● **What is needed**
Write out the full set of records below exactly.
== Task inputs ==
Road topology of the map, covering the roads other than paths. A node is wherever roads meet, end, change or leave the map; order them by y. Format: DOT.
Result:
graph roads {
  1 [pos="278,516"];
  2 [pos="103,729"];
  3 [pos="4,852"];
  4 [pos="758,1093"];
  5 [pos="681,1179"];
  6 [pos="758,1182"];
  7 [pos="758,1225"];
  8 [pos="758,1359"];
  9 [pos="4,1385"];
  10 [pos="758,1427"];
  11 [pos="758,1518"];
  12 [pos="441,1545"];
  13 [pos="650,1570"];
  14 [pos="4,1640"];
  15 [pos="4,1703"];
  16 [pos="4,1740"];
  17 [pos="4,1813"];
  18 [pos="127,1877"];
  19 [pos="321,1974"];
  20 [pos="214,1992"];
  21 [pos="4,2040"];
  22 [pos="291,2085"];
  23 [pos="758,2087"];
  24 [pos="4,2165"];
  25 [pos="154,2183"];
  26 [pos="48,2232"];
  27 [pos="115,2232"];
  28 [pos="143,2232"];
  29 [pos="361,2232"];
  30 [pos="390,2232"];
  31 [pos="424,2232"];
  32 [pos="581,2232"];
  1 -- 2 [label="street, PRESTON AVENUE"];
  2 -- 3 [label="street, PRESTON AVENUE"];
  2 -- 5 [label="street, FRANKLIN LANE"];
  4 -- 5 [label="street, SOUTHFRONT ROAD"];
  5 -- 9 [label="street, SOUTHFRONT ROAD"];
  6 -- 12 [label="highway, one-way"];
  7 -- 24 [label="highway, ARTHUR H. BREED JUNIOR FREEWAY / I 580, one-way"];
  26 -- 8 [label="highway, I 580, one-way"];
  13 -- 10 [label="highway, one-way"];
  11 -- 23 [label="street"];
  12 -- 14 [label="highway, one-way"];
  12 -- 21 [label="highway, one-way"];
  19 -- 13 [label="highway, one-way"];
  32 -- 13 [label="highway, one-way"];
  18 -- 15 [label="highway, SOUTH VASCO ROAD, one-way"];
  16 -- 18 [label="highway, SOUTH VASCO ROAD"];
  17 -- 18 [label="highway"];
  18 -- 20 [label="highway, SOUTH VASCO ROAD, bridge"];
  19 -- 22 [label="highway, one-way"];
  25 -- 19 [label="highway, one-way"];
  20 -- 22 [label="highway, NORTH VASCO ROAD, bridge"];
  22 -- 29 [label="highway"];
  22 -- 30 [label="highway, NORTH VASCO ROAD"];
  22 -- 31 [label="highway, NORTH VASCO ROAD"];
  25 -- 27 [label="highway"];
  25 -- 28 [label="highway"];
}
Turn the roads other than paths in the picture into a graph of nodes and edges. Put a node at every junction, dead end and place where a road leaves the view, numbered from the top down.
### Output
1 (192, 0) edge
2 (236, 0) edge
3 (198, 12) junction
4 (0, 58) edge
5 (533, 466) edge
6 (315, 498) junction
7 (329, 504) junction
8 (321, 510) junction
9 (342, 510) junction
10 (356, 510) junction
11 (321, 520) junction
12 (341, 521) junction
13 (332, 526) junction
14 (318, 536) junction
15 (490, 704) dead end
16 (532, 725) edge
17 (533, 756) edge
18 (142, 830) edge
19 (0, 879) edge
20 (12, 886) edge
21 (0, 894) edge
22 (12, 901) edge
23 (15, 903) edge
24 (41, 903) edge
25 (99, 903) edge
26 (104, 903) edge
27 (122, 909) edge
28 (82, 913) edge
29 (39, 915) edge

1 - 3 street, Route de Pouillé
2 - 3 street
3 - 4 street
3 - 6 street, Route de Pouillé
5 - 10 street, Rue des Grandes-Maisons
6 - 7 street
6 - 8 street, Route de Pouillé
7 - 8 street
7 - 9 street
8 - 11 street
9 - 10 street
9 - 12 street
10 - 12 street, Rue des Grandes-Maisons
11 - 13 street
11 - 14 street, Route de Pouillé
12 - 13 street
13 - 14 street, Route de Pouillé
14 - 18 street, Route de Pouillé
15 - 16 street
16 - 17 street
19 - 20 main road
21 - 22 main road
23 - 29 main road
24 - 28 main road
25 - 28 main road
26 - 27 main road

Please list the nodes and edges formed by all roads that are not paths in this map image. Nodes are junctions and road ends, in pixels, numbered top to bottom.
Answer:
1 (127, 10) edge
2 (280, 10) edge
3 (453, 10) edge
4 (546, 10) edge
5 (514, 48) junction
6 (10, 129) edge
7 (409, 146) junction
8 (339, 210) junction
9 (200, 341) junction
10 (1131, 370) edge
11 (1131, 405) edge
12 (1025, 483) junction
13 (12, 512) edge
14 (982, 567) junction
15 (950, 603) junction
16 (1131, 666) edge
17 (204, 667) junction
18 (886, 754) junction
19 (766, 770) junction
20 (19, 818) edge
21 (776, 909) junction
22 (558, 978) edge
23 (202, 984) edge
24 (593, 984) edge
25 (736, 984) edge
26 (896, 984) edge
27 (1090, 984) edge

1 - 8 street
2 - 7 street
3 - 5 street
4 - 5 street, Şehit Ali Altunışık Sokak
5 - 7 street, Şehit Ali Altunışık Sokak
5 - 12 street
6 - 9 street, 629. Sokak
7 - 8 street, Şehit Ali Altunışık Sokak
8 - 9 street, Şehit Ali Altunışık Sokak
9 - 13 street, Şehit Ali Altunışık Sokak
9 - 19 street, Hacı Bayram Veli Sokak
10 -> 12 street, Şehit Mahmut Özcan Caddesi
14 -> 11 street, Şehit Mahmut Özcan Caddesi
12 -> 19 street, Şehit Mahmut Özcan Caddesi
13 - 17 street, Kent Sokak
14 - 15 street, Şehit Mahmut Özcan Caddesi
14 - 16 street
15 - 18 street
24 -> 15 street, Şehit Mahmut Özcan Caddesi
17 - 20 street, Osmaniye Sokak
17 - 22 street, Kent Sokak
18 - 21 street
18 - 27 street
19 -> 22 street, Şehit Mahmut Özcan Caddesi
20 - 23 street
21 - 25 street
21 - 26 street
===
● **Answer section**
Road topology of the map, covering the roads other than paths. A node is wherever roads meet, end, change or leave the map; order them by y. Format: DOT.
Result:
graph roads {
  1 [pos="278,516"];
  2 [pos="103,729"];
  3 [pos="4,852"];
  4 [pos="758,1093"];
  5 [pos="681,1179"];
  6 [pos="758,1182"];
  7 [pos="758,1225"];
  8 [pos="758,1359"];
  9 [pos="4,1385"];
  10 [pos="758,1427"];
  11 [pos="758,1518"];
  12 [pos="441,1545"];
  13 [pos="650,1570"];
  14 [pos="4,1640"];
  15 [pos="4,1703"];
  16 [pos="4,1740"];
  17 [pos="4,1813"];
  18 [pos="127,1877"];
  19 [pos="321,1974"];
  20 [pos="214,1992"];
  21 [pos="4,2040"];
  22 [pos="291,2085"];
  23 [pos="758,2087"];
  24 [pos="4,2165"];
  25 [pos="154,2183"];
  26 [pos="48,2232"];
  27 [pos="115,2232"];
  28 [pos="143,2232"];
  29 [pos="361,2232"];
  30 [pos="390,2232"];
  31 [pos="424,2232"];
  32 [pos="581,2232"];
  1 -- 2 [label="street, PRESTON AVENUE"];
  2 -- 3 [label="street, PRESTON AVENUE"];
  2 -- 5 [label="street, FRANKLIN LANE"];
  4 -- 5 [label="street, SOUTHFRONT ROAD"];
  5 -- 9 [label="street, SOUTHFRONT ROAD"];
  6 -- 12 [label="highway, one-way"];
  7 -- 24 [label="highway, ARTHUR H. BREED JUNIOR FREEWAY / I 580, one-way"];
  26 -- 8 [label="highway, I 580, one-way"];
  13 -- 10 [label="highway, one-way"];
  11 -- 23 [label="street"];
  12 -- 14 [label="highway, one-way"];
  12 -- 21 [label="highway, one-way"];
  19 -- 13 [label="highway, one-way"];
  32 -- 13 [label="highway, one-way"];
  18 -- 15 [label="highway, SOUTH VASCO ROAD, one-way"];
  16 -- 18 [label="highway, SOUTH VASCO ROAD"];
  17 -- 18 [label="highway"];
  18 -- 20 [label="highway, SOUTH VASCO ROAD, bridge"];
  19 -- 22 [label="highway, one-way"];
  25 -- 19 [label="highway, one-way"];
  20 -- 22 [label="highway, NORTH VASCO ROAD, bridge"];
  22 -- 29 [label="highway"];
  22 -- 30 [label="highway, NORTH VASCO ROAD"];
  22 -- 31 [label="highway, NORTH VASCO ROAD"];
  25 -- 27 [label="highway"];
  25 -- 28 [label="highway"];
}
Turn the roads other than paths in the picture into a graph of nodes and edges. Put a node at every junction, dead end and place where a road leaves the view, numbered from the top down.
### Output
1 (192, 0) edge
2 (236, 0) edge
3 (198, 12) junction
4 (0, 58) edge
5 (533, 466) edge
6 (315, 498) junction
7 (329, 504) junction
8 (321, 510) junction
9 (342, 510) junction
10 (356, 510) junction
11 (321, 520) junction
12 (341, 521) junction
13 (332, 526) junction
14 (318, 536) junction
15 (490, 704) dead end
16 (532, 725) edge
17 (533, 756) edge
18 (142, 830) edge
19 (0, 879) edge
20 (12, 886) edge
21 (0, 894) edge
22 (12, 901) edge
23 (15, 903) edge
24 (41, 903) edge
25 (99, 903) edge
26 (104, 903) edge
27 (122, 909) edge
28 (82, 913) edge
29 (39, 915) edge

1 - 3 street, Route de Pouillé
2 - 3 street
3 - 4 street
3 - 6 street, Route de Pouillé
5 - 10 street, Rue des Grandes-Maisons
6 - 7 street
6 - 8 street, Route de Pouillé
7 - 8 street
7 - 9 street
8 - 11 street
9 - 10 street
9 - 12 street
10 - 12 street, Rue des Grandes-Maisons
11 - 13 street
11 - 14 street, Route de Pouillé
12 - 13 street
13 - 14 street, Route de Pouillé
14 - 18 street, Route de Pouillé
15 - 16 street
16 - 17 street
19 - 20 main road
21 - 22 main road
23 - 29 main road
24 - 28 main road
25 - 28 main road
26 - 27 main road

Please list the nodes and edges formed by all roads that are not paths in this map image. Nodes are junctions and road ends, in pixels, numbered top to bottom.
Answer:
1 (127, 10) edge
2 (280, 10) edge
3 (453, 10) edge
4 (546, 10) edge
5 (514, 48) junction
6 (10, 129) edge
7 (409, 146) junction
8 (339, 210) junction
9 (200, 341) junction
10 (1131, 370) edge
11 (1131, 405) edge
12 (1025, 483) junction
13 (12, 512) edge
14 (982, 567) junction
15 (950, 603) junction
16 (1131, 666) edge
17 (204, 667) junction
18 (886, 754) junction
19 (766, 770) junction
20 (19, 818) edge
21 (776, 909) junction
22 (558, 978) edge
23 (202, 984) edge
24 (593, 984) edge
25 (736, 984) edge
26 (896, 984) edge
27 (1090, 984) edge

1 - 8 street
2 - 7 street
3 - 5 street
4 - 5 street, Şehit Ali Altunışık Sokak
5 - 7 street, Şehit Ali Altunışık Sokak
5 - 12 street
6 - 9 street, 629. Sokak
7 - 8 street, Şehit Ali Altunışık Sokak
8 - 9 street, Şehit Ali Altunışık Sokak
9 - 13 street, Şehit Ali Altunışık Sokak
9 - 19 street, Hacı Bayram Veli Sokak
10 -> 12 street, Şehit Mahmut Özcan Caddesi
14 -> 11 street, Şehit Mahmut Özcan Caddesi
12 -> 19 street, Şehit Mahmut Özcan Caddesi
13 - 17 street, Kent Sokak
14 - 15 street, Şehit Mahmut Özcan Caddesi
14 - 16 street
15 - 18 street
24 -> 15 street, Şehit Mahmut Özcan Caddesi
17 - 20 street, Osmaniye Sokak
17 - 22 street, Kent Sokak
18 - 21 street
18 - 27 street
19 -> 22 street, Şehit Mahmut Özcan Caddesi
20 - 23 street
21 - 25 street
21 - 26 street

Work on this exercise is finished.